Context: We are covering Nintendo and The Pokémon Company’s Japanese patent infringement lawsuit against Palworld maker Pocketpair in detail because it’s the most aggressive one of its kind and there are some interesting procedural developments, such as a rather puzzling patent amendment by Nintendo (July 16, 2025 games fray article). Nintendo introduced language into its smooth-switching-of-riding-objects patent (one of the three Japanese patents it is asserting against Palworld) for which we could not find a single case in the Darts-ip database of millions of patent cases where a court had to interpret a patent claim containing the term “even when” or “even if”. The case may face a delay as a result of this amendment, but we have not yet found out all the details because the case file is presently with the judge, so it cannot be inspected at the moment.

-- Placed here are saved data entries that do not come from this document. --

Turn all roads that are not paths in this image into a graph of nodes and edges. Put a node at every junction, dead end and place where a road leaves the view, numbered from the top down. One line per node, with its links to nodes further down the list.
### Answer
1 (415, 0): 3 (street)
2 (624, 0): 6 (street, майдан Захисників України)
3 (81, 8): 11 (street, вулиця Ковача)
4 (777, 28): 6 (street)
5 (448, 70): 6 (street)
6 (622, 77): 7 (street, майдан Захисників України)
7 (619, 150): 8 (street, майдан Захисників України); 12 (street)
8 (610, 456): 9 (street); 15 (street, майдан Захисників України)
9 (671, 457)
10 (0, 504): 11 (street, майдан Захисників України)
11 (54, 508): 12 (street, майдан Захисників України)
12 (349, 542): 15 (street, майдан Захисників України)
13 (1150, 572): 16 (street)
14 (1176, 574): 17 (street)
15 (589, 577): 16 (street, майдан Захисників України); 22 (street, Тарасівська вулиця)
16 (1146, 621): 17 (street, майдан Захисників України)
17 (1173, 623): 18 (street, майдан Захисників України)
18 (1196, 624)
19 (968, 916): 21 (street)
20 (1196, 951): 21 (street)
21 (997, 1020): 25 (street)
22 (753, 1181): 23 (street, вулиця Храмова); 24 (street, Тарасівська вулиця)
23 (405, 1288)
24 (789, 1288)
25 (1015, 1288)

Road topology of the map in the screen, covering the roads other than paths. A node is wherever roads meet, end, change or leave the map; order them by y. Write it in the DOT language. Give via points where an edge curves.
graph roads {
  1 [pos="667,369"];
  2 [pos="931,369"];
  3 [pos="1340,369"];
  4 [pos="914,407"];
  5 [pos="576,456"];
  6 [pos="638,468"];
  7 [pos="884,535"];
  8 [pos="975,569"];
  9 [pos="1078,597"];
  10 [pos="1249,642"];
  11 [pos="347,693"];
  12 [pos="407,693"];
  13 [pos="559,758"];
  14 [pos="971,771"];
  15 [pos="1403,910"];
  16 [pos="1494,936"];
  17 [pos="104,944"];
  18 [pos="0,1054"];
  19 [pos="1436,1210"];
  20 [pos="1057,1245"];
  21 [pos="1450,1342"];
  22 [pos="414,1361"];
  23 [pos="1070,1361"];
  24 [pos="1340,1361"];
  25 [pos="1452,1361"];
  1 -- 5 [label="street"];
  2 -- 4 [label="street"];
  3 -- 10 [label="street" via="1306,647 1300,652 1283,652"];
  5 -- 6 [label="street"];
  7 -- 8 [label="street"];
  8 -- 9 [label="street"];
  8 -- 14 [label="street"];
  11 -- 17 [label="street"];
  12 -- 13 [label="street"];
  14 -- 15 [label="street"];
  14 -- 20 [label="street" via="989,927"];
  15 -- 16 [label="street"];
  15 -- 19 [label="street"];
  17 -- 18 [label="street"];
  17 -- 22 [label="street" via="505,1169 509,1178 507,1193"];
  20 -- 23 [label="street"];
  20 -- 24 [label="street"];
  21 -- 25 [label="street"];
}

What’s new: On X (formerly known as Twitter), Chinese game maker HoYoverse previewed in-game footage of an upcoming game named Honkai: Nexus Anima that clearly infringes the amended version of Nintendo’s smooth-switching-of-riding objects patent. That is so because Nintendo changed the patent in a way that makes it broader and, therefore, a greater threat to the games industry at large.
Direct impact & wider ramifications: In a legal sense, it does not serve as a defense for one company if another infringes the same patent. However, one lesson to be learned from HoYoverse’s video is that Nintendo’s amended patent overreaches. It is a patent on simply being able to summon a flying object and mounting it. That is so basic that it cannot be right to prohibit all other game makers from implementing it. Furthermore, Nexus Anima arguably also involves Pokémon-like characters. The question is whether Nintendo decided to bully only a Japanese indie and doesn’t want to pick a fight with, for example, Chinese or U.S. companies.
Let’s look at the video first. The first 30 seconds contain the relevant footage:
In those first 30 seconds, you can see that the player character is capable of riding on ground objects (i.e., horse-like non-player characters, starting approximately 10 seconds into the video) as well as flying objects (i.e., bird-like non-player characters, such as a couple of seconds into the video). A gamer has drawn our attention to that video, which was released a few hours ago.
The video shows different scenes without a transition, so it is now known whether the player character can jump from a horse-like character on a bird-like one or the other way round. That was, but no longer is, a requirement to infringe one of Nintendo’s three Japanese patents-in-suit. A Japanese patent attorney looked at that patent (JP7528390) in its original form and expressed his view that Palworld did not come with the smooth-switching mechanism Nintendo’s patent covered, so in his view there was no infringement (January 26, 2025 games fray article).
Apparently Nintendo realized the weakness of its case over JP’390 as well, but only during the ongoing litigation, in which Pocketpair presented a number of defenses, which we found in the case file (at a time when the public could inspect it, we sent a lawyer to the Tokyo District Court) and reported on (April 28, 2025 games fray article).
So Nintendo saw that it was likely to lose over (at least) the smooth-switching-of-riding objects patent, and exercised its procedural rights to request a modification of the patent from the Japan Patent Office (JPO). That amendment is the one we mentioned further above.
What they did by means of the amendment was to drop the language that required a smooth switching between a flying object and a riding object.
With a patent that covers every scenario where you can “cause [an} aerial boarding character to appear in the virtual space” (meaning that you summon a bird-like character and it pops up near your characte) and then board it, Nintendo could go after a large number of game makers.
Pocketpair already demoed gliding objects in 2021, even before Nintendo filed its smooth-switching patent application (May 11, 2025 games fray article).
Patent offices should act as gatekeepers and not allow overbroad patent claims. It is a mystery why the Japan Patent Office allowed Nintendo to get away with its “even when” language. And when patent offices don’t perform that function, there’s always the court system.
Unlike in a field like trademark law, Nintendo will not lose its patent rights if it does not sue HoYoverse. Patent holders can arbitrarily pick one target and leave another one alone. But that is not a principled approach. If Nintendo is seriously concerned over Palworld, it must be equally concerned about Honkai: Nexus Anima.